Ithell Colquhoun, Goose Of Hermogenes (1961)

Idiots Of The Marshes

“Six thousand years have passed since we were set to till the ground, from which we were taken. How much of it is tilled? How much of that which is, wisely or well? In the very centre and chief garden of Europe – where the two forms of parent Christianity have had their fortresses – where the noble Catholics of the Forest Cantons, and the noble Protestants of the Vaudois valleys, have maintained, for dateless ages, their faiths and liberties – there the unchecked Alpine rivers yet run wild in devastation ; and the marshes, which a few hundred men could redeem with a year’s labour, still blast their helpless inhabitants into fevered idiotism.”

John Ruskin, The Mystery Of Life And Its Arts (1868)

Names On Maps

Ordnance Survey Map 104 : Leeds and Bradford… It’s a riot of names that could be nowhere else but Yorkshire: villages such as Luddendon Foot, Mytholmroyd, Farsley Beck Bottom, Wibsey, Odsal, Idle, Owlet, Harden, Greetland, Rastrick, Ossett, Soothill, Scarcroft, Wike, Kirkby Overblow, Spofforth, Scriven, Blubberhouses, Stainburn, Birstwith, Thwaites Brow, Cringles, Glusburn and Goose Eye – a list that sounds more like entries in a dictionary of Dickensian ailments.”

Mike Parker, Map Addict (2009)

Potato Soup Until Dusk

A marked lack of activity in the Key cranium these past few days, I’m afraid, though there is some prose in progress.

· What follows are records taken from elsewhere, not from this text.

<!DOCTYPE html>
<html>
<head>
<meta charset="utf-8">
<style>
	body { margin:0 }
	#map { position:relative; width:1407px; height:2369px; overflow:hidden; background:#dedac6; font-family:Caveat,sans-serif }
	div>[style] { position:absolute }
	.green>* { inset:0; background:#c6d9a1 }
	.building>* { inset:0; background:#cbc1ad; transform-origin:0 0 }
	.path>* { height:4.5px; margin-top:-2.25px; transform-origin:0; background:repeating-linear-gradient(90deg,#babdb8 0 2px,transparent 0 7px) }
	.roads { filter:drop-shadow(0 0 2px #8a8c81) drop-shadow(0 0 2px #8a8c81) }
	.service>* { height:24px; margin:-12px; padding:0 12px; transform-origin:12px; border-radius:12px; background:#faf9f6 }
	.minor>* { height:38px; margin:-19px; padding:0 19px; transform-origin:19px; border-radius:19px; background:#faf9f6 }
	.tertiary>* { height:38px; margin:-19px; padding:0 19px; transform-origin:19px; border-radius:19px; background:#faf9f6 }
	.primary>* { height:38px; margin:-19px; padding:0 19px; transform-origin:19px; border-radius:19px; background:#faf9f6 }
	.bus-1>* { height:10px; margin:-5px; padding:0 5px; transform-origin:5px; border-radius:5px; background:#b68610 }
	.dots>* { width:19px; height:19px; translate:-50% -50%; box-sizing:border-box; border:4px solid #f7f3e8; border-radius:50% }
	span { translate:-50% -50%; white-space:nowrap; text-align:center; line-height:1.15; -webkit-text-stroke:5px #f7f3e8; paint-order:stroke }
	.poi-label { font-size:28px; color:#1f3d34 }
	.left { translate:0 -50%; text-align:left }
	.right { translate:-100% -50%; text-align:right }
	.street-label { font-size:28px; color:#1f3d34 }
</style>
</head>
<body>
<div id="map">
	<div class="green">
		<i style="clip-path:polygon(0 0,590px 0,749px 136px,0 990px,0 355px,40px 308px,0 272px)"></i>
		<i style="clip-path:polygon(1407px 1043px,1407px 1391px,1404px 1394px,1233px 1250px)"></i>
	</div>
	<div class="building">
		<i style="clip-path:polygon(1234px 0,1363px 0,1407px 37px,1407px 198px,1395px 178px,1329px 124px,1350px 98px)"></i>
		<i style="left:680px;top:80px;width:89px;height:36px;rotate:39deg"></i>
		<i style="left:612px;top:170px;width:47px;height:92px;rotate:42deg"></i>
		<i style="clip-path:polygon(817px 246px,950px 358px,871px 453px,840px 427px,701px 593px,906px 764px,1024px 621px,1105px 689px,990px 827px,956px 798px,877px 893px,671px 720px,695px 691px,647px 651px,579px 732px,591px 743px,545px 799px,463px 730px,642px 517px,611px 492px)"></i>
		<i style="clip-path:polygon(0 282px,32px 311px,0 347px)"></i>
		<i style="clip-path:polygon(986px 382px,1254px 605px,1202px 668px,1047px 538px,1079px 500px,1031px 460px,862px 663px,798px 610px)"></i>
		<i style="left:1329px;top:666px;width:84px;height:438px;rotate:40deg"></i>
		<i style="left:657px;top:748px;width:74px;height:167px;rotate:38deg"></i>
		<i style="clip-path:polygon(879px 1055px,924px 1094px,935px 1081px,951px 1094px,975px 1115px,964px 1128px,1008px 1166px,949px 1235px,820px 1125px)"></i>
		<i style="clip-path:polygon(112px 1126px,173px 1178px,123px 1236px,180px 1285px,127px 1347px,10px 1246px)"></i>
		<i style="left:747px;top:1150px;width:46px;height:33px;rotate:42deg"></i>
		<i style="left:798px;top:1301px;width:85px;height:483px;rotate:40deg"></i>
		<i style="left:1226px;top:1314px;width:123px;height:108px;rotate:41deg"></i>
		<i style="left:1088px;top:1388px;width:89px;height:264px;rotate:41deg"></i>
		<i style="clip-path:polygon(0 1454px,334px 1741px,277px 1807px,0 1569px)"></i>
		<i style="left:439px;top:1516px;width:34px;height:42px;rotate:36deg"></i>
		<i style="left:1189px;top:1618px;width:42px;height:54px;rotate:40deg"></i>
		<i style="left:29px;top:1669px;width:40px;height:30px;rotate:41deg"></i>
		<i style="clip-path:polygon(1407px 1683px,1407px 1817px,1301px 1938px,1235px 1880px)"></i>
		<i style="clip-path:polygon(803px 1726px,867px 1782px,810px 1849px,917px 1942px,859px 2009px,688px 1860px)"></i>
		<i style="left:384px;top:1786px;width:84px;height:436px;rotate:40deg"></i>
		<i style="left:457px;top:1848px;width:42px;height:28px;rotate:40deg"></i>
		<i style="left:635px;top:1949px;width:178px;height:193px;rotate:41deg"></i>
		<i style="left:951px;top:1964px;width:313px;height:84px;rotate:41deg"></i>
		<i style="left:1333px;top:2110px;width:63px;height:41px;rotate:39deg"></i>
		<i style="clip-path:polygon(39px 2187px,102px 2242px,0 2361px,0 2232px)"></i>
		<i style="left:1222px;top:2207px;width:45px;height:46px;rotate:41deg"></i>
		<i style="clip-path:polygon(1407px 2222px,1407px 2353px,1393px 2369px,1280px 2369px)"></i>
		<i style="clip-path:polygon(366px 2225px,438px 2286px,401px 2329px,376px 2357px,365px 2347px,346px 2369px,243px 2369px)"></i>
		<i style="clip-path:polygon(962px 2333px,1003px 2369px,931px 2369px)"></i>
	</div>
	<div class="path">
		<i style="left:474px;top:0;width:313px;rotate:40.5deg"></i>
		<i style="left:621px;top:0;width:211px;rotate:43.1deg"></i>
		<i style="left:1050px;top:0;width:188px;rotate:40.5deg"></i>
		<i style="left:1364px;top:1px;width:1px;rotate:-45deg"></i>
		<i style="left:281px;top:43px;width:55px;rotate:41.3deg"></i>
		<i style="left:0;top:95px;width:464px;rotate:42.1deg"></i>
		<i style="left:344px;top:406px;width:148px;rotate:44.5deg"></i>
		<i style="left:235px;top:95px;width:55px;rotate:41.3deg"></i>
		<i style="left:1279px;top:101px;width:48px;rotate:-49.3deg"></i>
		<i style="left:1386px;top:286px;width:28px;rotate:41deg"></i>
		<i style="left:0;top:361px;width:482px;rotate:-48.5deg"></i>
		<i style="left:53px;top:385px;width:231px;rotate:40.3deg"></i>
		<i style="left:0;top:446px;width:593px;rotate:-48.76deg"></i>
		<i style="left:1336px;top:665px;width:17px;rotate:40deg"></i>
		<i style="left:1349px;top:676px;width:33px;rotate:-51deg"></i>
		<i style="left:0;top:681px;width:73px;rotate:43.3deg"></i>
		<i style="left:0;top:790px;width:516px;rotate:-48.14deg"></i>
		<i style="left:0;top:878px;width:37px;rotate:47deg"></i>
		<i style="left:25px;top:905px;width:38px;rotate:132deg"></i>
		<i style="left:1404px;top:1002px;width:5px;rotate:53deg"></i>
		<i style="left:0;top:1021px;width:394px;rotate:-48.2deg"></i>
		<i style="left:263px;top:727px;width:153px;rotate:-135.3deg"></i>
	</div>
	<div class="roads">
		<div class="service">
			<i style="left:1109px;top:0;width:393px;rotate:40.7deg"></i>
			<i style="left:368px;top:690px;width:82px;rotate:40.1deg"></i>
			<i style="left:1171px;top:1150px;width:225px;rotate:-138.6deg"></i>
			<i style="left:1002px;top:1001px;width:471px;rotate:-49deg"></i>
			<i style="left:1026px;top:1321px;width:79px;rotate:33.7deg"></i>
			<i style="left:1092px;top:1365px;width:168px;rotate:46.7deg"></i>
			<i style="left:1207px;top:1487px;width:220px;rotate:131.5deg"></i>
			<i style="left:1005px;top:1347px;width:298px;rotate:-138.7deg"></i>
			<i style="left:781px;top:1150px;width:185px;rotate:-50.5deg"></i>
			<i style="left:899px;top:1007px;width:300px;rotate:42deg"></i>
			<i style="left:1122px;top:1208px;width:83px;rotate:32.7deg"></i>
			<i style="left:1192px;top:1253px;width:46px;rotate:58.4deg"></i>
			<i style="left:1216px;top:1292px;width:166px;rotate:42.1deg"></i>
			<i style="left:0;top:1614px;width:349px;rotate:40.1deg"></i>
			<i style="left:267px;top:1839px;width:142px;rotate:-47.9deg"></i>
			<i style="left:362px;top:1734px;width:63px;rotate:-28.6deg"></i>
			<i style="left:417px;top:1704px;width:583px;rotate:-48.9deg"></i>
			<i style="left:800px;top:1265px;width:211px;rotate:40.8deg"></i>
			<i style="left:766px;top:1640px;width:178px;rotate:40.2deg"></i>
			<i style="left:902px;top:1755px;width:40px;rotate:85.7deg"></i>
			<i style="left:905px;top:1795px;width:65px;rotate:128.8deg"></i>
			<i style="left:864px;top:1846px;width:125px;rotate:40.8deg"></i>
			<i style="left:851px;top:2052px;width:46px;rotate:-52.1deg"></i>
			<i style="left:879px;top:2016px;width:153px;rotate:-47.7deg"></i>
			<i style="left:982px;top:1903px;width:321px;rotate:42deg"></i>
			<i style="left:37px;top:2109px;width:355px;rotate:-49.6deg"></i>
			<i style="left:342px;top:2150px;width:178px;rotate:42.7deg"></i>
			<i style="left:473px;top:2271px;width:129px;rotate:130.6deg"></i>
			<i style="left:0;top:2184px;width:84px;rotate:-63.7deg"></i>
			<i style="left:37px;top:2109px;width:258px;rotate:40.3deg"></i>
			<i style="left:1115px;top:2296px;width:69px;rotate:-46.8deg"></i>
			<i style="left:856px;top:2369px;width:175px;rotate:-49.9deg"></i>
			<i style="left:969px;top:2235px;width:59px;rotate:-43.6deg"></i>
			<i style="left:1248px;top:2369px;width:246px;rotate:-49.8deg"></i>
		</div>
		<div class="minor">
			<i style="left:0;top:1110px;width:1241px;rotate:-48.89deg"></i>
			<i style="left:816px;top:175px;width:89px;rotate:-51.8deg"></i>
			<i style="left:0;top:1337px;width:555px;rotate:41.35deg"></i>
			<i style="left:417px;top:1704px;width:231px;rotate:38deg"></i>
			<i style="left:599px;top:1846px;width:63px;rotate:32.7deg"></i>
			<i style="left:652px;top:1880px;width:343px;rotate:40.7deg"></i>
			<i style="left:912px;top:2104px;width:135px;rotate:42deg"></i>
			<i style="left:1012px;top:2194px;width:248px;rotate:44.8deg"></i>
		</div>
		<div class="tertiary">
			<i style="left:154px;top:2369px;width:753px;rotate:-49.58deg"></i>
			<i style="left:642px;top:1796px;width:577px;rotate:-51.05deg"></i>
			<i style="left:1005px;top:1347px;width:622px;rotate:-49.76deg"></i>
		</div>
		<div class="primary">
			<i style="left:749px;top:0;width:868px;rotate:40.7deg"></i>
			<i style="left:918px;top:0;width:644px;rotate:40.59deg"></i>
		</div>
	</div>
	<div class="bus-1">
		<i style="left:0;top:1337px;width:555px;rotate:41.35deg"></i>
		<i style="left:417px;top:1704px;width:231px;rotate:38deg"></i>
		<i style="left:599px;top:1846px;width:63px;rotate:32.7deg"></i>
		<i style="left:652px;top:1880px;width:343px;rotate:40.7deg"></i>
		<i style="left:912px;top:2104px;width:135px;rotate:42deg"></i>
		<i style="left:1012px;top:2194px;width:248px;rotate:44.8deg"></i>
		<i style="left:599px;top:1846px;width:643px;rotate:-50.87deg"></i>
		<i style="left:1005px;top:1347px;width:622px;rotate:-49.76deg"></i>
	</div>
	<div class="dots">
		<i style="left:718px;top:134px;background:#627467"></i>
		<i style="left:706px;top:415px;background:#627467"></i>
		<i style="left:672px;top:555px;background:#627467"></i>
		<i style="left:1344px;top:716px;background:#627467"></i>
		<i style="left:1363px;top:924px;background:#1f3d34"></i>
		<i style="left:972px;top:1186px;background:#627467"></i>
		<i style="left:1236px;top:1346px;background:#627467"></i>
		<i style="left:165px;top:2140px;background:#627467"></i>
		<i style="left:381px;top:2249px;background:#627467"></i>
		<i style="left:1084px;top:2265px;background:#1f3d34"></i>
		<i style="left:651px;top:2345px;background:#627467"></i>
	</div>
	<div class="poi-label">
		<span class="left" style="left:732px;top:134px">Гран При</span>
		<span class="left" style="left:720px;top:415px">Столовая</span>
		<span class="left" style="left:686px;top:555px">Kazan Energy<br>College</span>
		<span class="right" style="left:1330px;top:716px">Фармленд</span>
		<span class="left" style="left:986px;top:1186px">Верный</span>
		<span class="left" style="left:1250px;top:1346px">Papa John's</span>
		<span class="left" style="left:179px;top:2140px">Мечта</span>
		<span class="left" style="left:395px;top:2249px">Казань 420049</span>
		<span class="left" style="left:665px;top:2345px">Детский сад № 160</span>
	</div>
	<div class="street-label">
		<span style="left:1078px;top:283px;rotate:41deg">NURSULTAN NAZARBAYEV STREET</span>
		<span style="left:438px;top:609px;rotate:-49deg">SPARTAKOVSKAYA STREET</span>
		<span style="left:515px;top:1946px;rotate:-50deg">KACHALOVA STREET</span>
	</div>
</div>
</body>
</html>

Meanwhile, here is something I learned that I think worthy of further attention.

In Voodoo Histories : The Role Of The Conspiracy Theory In Shaping Modern History (2009), David Aaronovitch mentions in passing “an incident in the small town of Mosinee, Wisconsin, where in 1950 veterans from the American Legion disguised as Russian soldiers took over the town, arrested the mayor, imprisoned the clergy, nationalised businesses and allowed only potato soup to be served in the cafes, before allowing everyone to be liberated from communism at dusk.”